Dataset records:
◆ ◆ ◆ ◆

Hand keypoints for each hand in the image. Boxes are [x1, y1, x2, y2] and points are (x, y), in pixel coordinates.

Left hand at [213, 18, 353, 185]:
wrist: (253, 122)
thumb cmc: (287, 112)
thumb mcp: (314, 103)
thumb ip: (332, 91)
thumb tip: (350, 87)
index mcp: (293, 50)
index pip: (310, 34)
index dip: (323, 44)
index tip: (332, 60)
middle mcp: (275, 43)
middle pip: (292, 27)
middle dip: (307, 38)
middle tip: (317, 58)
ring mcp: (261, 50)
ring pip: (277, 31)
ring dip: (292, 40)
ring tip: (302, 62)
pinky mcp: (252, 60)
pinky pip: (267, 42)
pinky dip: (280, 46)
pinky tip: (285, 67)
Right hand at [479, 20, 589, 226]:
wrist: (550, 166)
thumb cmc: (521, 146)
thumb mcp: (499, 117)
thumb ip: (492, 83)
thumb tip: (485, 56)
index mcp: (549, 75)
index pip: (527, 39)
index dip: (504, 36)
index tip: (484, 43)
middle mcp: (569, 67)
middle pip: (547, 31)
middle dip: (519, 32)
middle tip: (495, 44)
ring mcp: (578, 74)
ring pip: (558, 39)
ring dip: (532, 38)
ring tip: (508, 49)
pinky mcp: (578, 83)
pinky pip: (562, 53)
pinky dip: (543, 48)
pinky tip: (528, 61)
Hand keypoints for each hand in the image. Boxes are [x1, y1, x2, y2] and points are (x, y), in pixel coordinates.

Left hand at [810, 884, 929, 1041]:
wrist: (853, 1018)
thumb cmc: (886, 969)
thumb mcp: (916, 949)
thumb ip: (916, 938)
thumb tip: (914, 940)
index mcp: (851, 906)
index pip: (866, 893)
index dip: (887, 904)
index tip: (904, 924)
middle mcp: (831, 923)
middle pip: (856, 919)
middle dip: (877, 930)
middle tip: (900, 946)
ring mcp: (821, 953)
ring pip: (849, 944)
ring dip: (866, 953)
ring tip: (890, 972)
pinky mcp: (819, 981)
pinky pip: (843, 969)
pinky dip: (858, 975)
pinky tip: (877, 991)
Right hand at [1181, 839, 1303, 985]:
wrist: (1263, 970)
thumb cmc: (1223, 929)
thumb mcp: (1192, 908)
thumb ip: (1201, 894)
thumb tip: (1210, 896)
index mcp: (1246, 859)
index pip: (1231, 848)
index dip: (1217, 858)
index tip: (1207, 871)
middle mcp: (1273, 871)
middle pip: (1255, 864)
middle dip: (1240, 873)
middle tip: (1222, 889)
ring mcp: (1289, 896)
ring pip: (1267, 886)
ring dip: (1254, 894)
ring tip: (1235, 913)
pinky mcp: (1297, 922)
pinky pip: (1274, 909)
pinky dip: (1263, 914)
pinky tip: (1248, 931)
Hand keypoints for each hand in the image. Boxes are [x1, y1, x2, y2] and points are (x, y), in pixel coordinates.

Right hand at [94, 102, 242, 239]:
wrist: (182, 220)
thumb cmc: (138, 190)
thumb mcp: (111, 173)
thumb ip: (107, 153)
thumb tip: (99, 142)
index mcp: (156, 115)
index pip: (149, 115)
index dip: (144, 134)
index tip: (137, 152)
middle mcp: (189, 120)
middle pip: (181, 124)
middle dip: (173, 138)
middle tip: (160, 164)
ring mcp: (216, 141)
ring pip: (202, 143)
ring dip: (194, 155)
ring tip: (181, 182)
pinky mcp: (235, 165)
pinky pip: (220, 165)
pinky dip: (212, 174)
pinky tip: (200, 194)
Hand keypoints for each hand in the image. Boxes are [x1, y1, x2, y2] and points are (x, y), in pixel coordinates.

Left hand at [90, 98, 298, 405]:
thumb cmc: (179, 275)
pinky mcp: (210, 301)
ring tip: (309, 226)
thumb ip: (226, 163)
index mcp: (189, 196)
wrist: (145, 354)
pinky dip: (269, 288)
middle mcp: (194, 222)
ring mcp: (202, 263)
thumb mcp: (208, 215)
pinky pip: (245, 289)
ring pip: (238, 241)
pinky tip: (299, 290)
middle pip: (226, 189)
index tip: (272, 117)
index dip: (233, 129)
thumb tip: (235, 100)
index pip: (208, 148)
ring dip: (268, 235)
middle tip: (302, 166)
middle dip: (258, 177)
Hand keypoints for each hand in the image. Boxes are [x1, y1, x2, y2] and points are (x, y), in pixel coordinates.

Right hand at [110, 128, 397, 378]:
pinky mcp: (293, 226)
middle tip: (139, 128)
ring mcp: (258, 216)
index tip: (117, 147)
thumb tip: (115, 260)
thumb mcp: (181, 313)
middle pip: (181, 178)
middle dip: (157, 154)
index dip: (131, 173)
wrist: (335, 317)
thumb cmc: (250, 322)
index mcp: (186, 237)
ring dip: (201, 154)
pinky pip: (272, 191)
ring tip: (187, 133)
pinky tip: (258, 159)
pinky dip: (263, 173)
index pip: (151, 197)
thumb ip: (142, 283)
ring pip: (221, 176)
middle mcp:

◆ ◆ ◆ ◆

Reproduce the records exactly as they appear.

● Task solution:
Hand keypoints for each hand in the image. Boxes are [x1, y1, x2, y2] and points are (x, y), in pixel coordinates.

Left hand at [213, 18, 353, 185]:
wrist: (253, 122)
thumb cmc: (287, 112)
thumb mcp: (314, 103)
thumb ip: (332, 91)
thumb tip: (350, 87)
index mcp: (293, 50)
index pip: (310, 34)
index dip: (323, 44)
index tip: (332, 60)
middle mcp: (275, 43)
middle pip: (292, 27)
middle dip: (307, 38)
middle tip: (317, 58)
ring mcp: (261, 50)
ring pip: (277, 31)
ring dip: (292, 40)
ring tip: (302, 62)
pinky mcp: (252, 60)
pinky pip: (267, 42)
pinky dip: (280, 46)
pinky tip: (285, 67)
Right hand at [479, 20, 589, 226]:
wrist: (550, 166)
thumb cmc: (521, 146)
thumb mcp: (499, 117)
thumb ip: (492, 83)
thumb tip: (485, 56)
index mcp: (549, 75)
index pip: (527, 39)
index dip: (504, 36)
index tip: (484, 43)
middle mcp: (569, 67)
middle pip: (547, 31)
middle dip: (519, 32)
middle tip: (495, 44)
ring mcp: (578, 74)
ring pip: (558, 39)
ring dip: (532, 38)
ring tip: (508, 49)
pinky mcp: (578, 83)
pinky pip: (562, 53)
pinky dip: (543, 48)
pinky tip: (528, 61)
Hand keypoints for each hand in the image. Boxes are [x1, y1, x2, y2] and points are (x, y), in pixel coordinates.

Left hand at [810, 884, 929, 1041]:
wrist: (853, 1018)
thumb cmc: (886, 969)
thumb mcp: (916, 949)
thumb ip: (916, 938)
thumb tip: (914, 940)
index mcp: (851, 906)
index pip: (866, 893)
index dip: (887, 904)
index tip: (904, 924)
middle mcp: (831, 923)
middle pip: (856, 919)
middle dip: (877, 930)
middle tip: (900, 946)
ring mcp: (821, 953)
ring pip: (849, 944)
ring dip: (866, 953)
ring tip: (890, 972)
pinky mcp: (819, 981)
pinky pip: (843, 969)
pinky dip: (858, 975)
pinky tip: (877, 991)
Right hand at [1181, 839, 1303, 985]:
wrist: (1263, 970)
thumb cmc: (1223, 929)
thumb mcp: (1192, 908)
thumb ip: (1201, 894)
thumb tip: (1210, 896)
index mcp: (1246, 859)
index pip: (1231, 848)
index dip: (1217, 858)
index tip: (1207, 871)
middle mcp: (1273, 871)
middle pip: (1255, 864)
middle dip: (1240, 873)
middle tip: (1222, 889)
ring mcp: (1289, 896)
ring pip: (1267, 886)
ring dip: (1254, 894)
ring tip: (1235, 913)
pinky mcp: (1297, 922)
pinky pip: (1274, 909)
pinky dip: (1263, 914)
pinky tip: (1248, 931)
Hand keypoints for each hand in the image. Boxes are [x1, y1, x2, y2] and points are (x, y), in pixel coordinates.

Right hand at [94, 102, 242, 239]:
wrist: (182, 220)
thumb cmc: (138, 190)
thumb mcp: (111, 173)
thumb ip: (107, 153)
thumb tip: (99, 142)
index mcp: (156, 115)
index pip: (149, 115)
index dip: (144, 134)
index tip: (137, 152)
middle mcp: (189, 120)
middle pip: (181, 124)
middle dip: (173, 138)
middle tip: (160, 164)
ring mcp: (216, 141)
ring pip: (202, 143)
ring dip: (194, 155)
ring tip: (181, 182)
pinky mcp: (235, 165)
pinky pip: (220, 165)
pinky dip: (212, 174)
pinky tip: (200, 194)
Hand keypoints for each hand in the image. Boxes are [x1, y1, x2, y2] and points are (x, y), in pixel coordinates.

Left hand at [90, 98, 298, 405]:
thumb cmc: (179, 275)
pinky mcp: (210, 301)
ring tip: (309, 226)
thumb ip: (226, 163)
index mcp: (189, 196)
wrist: (145, 354)
pinky dip: (269, 288)
middle mcp: (194, 222)
ring mcp: (202, 263)
thumb mcp: (208, 215)
pinky pip: (245, 289)
ring pip: (238, 241)
pinky tip: (299, 290)
middle pip: (226, 189)
index tip: (272, 117)
index dip: (233, 129)
thumb tip: (235, 100)
index pip: (208, 148)
ring dip: (268, 235)
middle tip: (302, 166)
middle dip: (258, 177)
Hand keypoints for each hand in the image. Boxes are [x1, y1, x2, y2] and points are (x, y), in pixel coordinates.

Right hand at [110, 128, 397, 378]:
pinky mcp: (293, 226)
middle tip: (139, 128)
ring mcp: (258, 216)
index tip: (117, 147)
thumb tip: (115, 260)
thumb mcp: (181, 313)
middle pip: (181, 178)
middle dip: (157, 154)
index dip: (131, 173)
wrist: (335, 317)
thumb cmc: (250, 322)
index mcp: (186, 237)
ring dip: (201, 154)
pinky pip: (272, 191)
ring tip: (187, 133)
pinky tip: (258, 159)
pinky dip: (263, 173)
index pip: (151, 197)
thumb ip: (142, 283)
ring pip: (221, 176)
middle mcp:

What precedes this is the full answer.